In experiments, researchers typically perform a sequence of activities that transform primary data (e.g., observational, experimental, computational data) into secondary, tertiary or even higher-order data. For example, primary sensor data may be processed to secondary data, analysed and interpreted to derive tertiary data about instances of a population, and further processed to derive descriptive statistics about the population, quaternary data communicated in scholarly literature. In the context of the present study, such data are information i.e., well-formed, meaningful and truthful data (Floridi, 2011). This project aims to acquire and curate such information.

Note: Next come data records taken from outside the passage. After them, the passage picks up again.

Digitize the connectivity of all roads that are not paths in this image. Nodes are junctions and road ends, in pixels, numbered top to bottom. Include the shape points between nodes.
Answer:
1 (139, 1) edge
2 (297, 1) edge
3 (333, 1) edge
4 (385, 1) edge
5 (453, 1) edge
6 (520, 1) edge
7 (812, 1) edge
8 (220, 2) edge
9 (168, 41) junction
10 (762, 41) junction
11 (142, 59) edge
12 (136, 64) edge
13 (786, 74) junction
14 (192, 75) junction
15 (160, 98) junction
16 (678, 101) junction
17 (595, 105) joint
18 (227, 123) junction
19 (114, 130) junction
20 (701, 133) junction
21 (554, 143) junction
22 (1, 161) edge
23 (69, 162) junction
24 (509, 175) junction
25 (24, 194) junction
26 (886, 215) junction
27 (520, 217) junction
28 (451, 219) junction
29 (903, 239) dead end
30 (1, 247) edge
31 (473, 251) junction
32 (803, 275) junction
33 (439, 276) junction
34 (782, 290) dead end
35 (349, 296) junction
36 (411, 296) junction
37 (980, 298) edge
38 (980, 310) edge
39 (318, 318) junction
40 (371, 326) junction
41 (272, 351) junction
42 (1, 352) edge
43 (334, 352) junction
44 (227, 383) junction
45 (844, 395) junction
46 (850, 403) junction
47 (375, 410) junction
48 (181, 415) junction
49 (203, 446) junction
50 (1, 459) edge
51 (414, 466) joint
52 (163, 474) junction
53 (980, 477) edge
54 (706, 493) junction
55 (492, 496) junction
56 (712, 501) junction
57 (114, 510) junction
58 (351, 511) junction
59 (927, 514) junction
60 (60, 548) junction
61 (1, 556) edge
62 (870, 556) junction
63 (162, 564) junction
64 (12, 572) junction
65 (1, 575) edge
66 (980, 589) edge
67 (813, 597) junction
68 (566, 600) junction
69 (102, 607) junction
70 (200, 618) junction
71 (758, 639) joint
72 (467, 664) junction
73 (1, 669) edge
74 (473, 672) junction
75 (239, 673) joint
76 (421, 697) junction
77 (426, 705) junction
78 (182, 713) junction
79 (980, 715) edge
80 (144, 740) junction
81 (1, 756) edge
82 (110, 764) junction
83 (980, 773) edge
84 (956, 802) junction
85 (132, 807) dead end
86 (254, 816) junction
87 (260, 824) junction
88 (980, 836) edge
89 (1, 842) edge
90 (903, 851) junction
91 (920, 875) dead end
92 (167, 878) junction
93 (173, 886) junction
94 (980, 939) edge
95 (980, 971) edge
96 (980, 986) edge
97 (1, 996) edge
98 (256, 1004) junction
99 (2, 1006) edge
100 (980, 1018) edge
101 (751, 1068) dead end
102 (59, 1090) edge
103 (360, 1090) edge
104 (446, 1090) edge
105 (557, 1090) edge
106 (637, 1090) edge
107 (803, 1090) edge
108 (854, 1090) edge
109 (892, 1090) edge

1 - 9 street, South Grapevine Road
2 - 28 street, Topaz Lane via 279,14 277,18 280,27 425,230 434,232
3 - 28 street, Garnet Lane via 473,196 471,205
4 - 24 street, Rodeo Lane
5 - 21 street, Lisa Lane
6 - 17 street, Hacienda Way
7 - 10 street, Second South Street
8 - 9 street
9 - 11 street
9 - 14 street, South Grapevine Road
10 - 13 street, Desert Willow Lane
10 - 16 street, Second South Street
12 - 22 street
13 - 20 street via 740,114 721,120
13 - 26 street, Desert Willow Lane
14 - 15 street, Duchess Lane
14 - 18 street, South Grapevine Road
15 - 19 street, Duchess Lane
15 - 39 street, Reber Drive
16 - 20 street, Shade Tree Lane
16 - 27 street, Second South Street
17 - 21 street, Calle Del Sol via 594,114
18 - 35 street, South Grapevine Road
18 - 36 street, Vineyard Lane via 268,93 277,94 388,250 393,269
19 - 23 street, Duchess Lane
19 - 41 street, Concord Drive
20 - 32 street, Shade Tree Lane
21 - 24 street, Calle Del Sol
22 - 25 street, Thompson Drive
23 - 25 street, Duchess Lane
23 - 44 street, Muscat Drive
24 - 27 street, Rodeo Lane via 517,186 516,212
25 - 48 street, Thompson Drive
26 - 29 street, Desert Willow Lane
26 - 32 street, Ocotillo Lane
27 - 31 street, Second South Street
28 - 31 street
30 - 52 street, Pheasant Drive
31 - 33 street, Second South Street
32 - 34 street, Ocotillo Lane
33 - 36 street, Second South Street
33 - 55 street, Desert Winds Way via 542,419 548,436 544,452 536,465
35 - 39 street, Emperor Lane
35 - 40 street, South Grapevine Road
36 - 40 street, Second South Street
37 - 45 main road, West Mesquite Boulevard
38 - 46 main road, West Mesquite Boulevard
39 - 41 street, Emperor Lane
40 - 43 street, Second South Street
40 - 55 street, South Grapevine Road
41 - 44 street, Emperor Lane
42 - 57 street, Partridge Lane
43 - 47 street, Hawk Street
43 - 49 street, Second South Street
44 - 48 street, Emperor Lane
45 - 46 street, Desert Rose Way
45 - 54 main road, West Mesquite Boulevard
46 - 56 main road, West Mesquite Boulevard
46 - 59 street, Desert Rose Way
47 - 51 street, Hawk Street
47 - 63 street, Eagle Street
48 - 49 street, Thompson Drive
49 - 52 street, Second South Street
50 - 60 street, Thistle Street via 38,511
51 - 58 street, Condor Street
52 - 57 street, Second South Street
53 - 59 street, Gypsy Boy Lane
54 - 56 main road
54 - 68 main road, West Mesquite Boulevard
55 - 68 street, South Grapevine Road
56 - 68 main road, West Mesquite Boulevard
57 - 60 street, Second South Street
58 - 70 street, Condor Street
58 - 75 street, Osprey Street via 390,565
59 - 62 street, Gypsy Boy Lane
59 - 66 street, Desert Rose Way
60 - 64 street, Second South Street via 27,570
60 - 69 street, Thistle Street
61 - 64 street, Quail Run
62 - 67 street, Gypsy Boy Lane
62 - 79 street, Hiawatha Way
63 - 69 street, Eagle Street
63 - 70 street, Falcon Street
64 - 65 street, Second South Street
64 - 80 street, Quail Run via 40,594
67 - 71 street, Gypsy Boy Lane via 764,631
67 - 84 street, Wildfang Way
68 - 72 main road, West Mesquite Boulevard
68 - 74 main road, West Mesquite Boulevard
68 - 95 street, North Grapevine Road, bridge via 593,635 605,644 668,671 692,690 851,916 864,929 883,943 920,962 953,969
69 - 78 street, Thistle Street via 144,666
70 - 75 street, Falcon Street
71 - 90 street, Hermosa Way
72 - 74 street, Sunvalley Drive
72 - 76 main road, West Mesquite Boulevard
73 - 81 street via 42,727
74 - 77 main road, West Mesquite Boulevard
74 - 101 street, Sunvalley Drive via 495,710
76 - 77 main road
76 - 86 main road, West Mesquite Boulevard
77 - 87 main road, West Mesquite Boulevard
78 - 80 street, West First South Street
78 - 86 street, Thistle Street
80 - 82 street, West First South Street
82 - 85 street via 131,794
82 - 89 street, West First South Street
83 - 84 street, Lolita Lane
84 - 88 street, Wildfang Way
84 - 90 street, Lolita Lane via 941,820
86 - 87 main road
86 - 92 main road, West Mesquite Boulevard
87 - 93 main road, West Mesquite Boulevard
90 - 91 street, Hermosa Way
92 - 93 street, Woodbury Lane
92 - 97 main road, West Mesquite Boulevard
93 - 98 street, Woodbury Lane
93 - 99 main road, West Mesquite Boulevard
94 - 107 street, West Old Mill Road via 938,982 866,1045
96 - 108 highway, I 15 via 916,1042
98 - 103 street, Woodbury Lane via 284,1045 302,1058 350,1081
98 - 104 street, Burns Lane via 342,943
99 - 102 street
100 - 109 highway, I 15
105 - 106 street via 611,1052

The typical scientific article is filled with information—i.e., data such as the characters forming a sentence or the pixels of an image representing a diagram that, in the context of the article, are well-formed, meaningful and truthful. The article integrates information into a "body of knowledge" consisting of what is already known that is of relevance. This project aims to acquire and curate (some of) that body of knowledge, whereby knowledge is represented in machine interpretable form. The project also aims to develop infrastructure that supports the publishing (access) and further processing of scientific knowledge communicated in scholarly literature.

We are exploring numerous pathways for information and knowledge acquisition. Currently most advanced is a kind of prospective pathway. In prospective pathways, semantic scientific knowledge is available before the article is written. They stand in contrast with retrospective pathways whereby semantic scientific knowledge is acquired after the article is written.

As documented by the use cases in earth and life sciences, here the aim is to advance data analysis infrastructure so that derived data are machine interpretable. Along this prospective pathway, we suggest that higher-order data (i.e., information) communicated in scholarly literature will be semantic as a result of performing data analysis on accordingly engineered infrastructure.

Another prospective pathway is the acquisition of semantic scientific knowledge through annotation of text and other content (e.g., figures) at the time of writing the article. We plan to develop this pathway for the current use cases.

Among retrospective pathways, we are developing form based, text mining and crowd-sourcing approaches to acquire semantic scientific knowledge communicated in scholarly literature. Currently most advanced are form based approaches that we aim to integrate into article submission workflows. Text mining and crowd-sourcing approaches support and complement the various pathways and are particularly relevant for already published literature.

To support these aims, we build on existing technologies and develop new infrastructure. An important infrastructure component is the system for the curation and processing of semantic scientific knowledge. Here, we are currently working on a Neo4J based graph database that supports the curation of RDF based use cases but extends the RDF data model to enable important features such as statement versioning.


Floridi, L. (2011). The Philosophy of Information. Oxford University Press.